*** Begin section ***
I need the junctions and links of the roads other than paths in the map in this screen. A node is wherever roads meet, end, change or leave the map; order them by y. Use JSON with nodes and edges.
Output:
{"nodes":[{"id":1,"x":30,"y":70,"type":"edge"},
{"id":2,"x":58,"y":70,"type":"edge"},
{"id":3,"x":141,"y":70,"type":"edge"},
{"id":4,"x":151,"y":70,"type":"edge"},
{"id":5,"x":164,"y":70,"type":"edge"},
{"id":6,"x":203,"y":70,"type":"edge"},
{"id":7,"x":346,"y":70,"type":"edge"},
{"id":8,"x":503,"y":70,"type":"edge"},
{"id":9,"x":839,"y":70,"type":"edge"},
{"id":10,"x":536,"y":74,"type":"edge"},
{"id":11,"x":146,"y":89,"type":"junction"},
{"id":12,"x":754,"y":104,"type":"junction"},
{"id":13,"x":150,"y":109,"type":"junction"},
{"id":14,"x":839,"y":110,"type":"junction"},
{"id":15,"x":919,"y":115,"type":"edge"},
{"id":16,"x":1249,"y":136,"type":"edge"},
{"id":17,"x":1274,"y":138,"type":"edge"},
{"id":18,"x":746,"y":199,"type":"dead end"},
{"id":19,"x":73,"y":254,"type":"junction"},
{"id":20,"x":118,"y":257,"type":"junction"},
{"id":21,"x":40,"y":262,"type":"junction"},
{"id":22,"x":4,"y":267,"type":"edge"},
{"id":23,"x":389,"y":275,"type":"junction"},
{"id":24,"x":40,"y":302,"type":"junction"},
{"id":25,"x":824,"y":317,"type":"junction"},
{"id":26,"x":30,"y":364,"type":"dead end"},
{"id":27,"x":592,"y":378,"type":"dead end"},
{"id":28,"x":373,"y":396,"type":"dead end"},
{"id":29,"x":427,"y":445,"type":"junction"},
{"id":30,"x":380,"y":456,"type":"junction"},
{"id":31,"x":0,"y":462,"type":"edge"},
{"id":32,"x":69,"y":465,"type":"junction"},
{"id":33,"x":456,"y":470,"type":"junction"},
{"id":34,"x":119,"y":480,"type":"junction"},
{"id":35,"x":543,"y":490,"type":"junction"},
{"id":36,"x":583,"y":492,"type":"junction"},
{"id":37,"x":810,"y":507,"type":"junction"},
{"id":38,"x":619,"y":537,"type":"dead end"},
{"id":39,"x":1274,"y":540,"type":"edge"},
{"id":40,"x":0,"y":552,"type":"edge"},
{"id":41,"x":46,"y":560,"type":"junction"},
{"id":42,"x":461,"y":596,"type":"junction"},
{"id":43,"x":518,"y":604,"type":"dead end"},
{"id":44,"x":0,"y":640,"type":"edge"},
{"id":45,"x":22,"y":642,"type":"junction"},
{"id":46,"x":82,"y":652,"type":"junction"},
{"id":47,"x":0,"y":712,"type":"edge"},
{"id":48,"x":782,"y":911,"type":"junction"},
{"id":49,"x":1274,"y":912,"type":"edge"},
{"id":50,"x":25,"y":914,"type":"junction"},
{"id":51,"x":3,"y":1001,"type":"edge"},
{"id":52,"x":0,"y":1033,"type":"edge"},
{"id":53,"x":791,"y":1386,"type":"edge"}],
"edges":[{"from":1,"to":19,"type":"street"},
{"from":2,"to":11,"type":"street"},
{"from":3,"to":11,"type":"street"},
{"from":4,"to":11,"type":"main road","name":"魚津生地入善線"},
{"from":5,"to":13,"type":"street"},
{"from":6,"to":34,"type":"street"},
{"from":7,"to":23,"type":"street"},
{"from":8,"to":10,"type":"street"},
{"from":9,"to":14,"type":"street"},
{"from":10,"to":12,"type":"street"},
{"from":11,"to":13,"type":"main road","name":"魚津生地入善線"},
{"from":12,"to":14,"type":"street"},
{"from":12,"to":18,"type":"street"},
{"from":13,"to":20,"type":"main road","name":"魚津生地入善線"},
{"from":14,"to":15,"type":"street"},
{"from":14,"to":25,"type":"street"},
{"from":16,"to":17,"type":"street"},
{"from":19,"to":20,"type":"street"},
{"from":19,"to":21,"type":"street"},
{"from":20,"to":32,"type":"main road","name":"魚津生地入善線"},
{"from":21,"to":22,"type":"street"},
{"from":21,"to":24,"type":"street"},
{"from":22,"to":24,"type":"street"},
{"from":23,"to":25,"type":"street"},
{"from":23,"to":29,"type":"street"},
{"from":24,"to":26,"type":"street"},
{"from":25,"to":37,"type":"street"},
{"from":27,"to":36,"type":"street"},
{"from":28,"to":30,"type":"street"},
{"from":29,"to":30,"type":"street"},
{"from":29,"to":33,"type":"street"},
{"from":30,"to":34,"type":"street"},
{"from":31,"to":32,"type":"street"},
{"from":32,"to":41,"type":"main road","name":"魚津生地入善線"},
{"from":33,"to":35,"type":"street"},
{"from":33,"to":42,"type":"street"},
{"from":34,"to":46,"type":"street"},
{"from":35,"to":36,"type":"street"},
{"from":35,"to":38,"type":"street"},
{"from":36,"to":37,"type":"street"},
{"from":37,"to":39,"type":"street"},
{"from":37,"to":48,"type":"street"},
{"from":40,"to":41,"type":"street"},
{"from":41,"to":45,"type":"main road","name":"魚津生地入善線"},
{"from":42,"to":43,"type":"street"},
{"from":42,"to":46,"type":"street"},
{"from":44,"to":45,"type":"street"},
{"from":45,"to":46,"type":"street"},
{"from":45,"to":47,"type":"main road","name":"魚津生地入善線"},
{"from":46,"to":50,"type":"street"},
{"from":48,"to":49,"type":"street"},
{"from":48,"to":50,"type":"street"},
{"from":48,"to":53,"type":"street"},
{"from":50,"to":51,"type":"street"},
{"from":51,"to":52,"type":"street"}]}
*** End section ***
*** Begin section ***
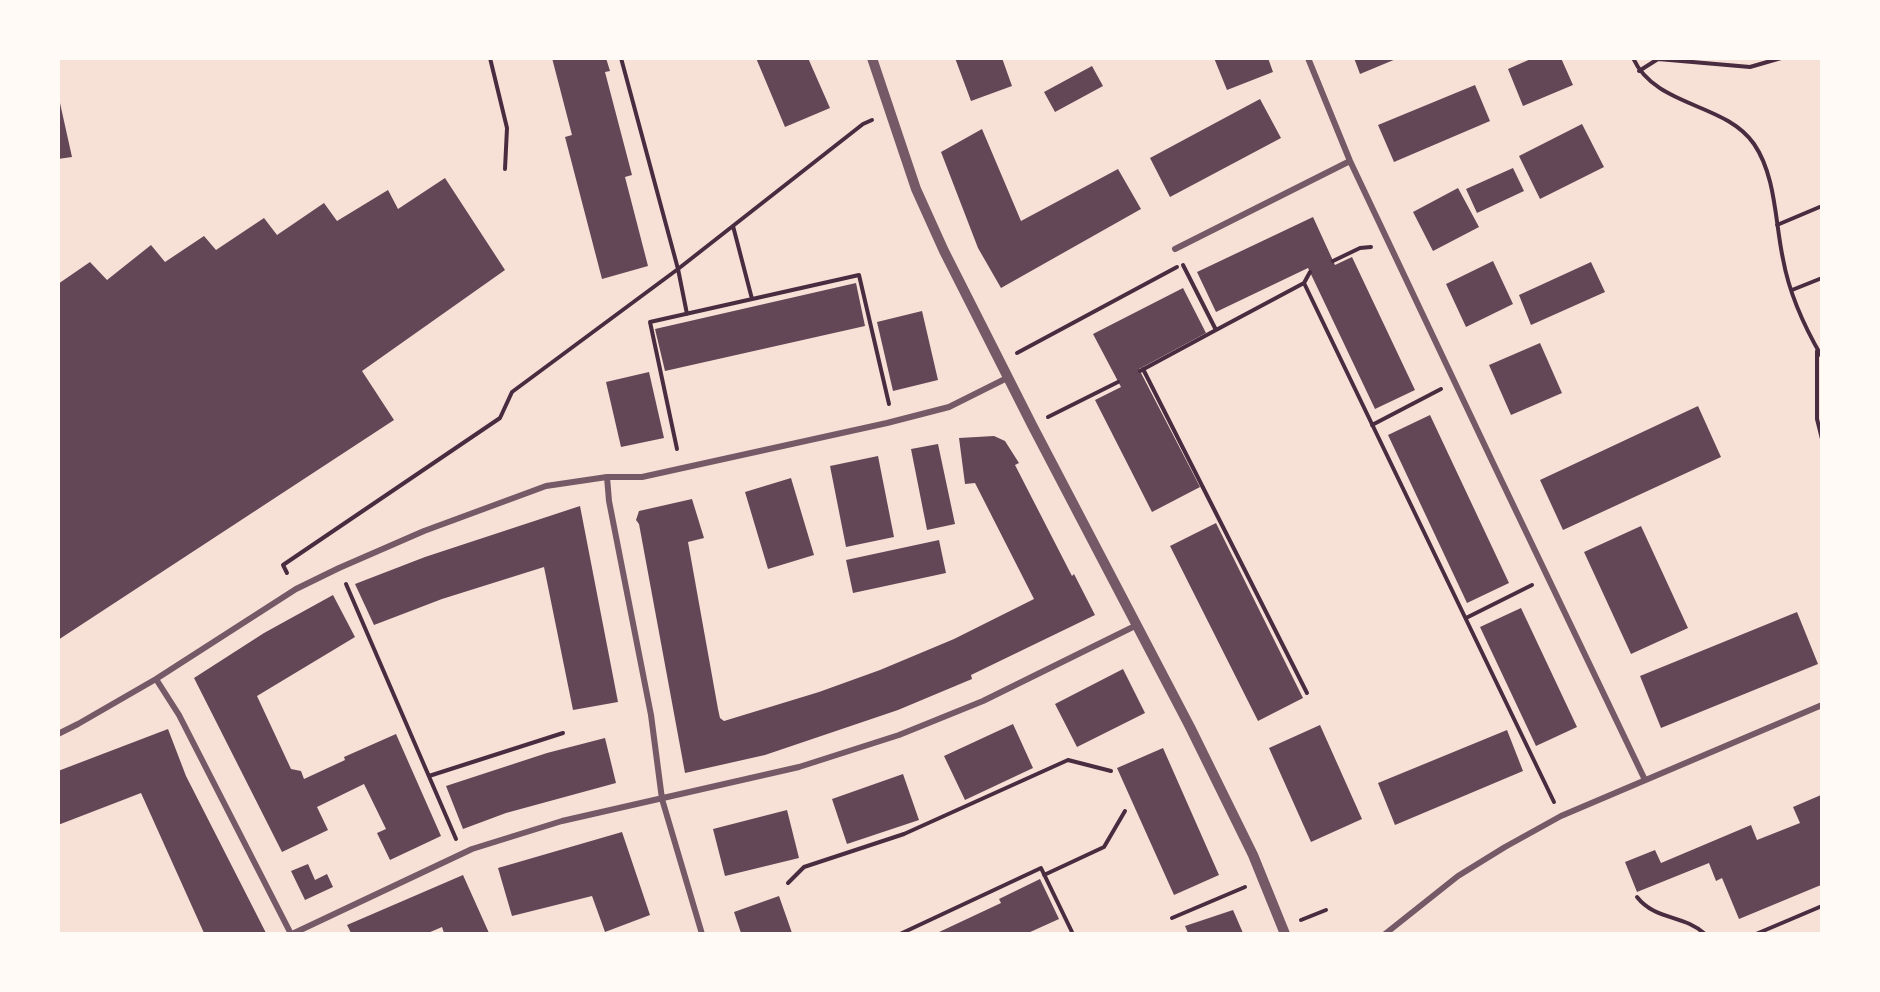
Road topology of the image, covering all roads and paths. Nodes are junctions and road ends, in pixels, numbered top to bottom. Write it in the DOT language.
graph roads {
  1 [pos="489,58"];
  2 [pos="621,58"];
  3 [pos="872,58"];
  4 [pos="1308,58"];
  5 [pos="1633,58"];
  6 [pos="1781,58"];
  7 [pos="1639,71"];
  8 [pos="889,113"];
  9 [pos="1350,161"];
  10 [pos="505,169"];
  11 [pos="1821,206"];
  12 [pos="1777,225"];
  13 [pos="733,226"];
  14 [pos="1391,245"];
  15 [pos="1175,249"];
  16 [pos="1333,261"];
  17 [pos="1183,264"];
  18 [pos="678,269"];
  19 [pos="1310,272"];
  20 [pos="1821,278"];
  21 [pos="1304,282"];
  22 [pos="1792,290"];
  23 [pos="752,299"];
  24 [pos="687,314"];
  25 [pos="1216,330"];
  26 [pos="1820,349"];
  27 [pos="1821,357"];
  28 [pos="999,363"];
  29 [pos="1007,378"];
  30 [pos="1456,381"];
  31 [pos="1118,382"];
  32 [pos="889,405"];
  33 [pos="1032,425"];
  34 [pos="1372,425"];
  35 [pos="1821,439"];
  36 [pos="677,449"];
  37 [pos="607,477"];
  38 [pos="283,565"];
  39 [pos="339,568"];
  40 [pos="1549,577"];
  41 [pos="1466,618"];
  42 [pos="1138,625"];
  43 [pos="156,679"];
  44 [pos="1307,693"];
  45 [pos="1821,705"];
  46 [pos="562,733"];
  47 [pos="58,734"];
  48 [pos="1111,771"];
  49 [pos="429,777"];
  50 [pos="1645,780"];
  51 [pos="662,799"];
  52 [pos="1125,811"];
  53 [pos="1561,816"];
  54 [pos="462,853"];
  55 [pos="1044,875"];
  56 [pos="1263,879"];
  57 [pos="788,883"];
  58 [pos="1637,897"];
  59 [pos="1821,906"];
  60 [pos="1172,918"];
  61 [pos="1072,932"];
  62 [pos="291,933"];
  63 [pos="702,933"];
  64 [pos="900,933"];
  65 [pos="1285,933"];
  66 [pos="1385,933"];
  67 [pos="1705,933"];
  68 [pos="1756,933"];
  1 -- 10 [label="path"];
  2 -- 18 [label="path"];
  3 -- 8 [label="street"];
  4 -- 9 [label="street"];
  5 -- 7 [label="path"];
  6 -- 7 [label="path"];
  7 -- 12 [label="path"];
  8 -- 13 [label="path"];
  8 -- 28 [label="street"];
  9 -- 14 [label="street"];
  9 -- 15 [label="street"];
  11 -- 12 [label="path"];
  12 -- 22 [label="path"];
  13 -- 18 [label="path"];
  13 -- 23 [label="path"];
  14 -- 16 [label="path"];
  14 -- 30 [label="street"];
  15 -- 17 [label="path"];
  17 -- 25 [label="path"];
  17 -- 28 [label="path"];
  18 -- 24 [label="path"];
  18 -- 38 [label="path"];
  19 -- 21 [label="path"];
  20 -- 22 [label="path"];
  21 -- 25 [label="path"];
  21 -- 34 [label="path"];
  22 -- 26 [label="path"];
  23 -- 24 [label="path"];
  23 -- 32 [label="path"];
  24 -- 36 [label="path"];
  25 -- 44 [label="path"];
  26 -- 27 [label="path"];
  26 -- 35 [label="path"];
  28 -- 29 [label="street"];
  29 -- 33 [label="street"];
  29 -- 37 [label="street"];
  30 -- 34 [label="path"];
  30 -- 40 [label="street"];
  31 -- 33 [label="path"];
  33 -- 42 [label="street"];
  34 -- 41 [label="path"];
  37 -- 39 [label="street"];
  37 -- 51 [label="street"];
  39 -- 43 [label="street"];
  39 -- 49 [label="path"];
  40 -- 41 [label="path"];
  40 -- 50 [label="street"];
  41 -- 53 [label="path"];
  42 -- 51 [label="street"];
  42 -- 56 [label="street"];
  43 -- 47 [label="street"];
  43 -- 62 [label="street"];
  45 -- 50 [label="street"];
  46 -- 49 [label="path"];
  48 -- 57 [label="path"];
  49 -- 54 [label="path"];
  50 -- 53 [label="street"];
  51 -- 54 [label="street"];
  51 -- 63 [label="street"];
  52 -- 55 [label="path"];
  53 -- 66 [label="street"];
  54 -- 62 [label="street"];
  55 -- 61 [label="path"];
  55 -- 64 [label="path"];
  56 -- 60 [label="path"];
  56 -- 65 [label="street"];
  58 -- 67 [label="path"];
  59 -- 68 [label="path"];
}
*** End section ***
> **THE TASK**: Please return a copy of each line in the entries that has the string "edges".

> **EXERCISE RESPONSE**:
I need the junctions and links of the roads other than paths in the map in this screen. A node is wherever roads meet, end, change or leave the map; order them by y. Use JSON with nodes and edges.
"edges":[{"from":1,"to":19,"type":"street"},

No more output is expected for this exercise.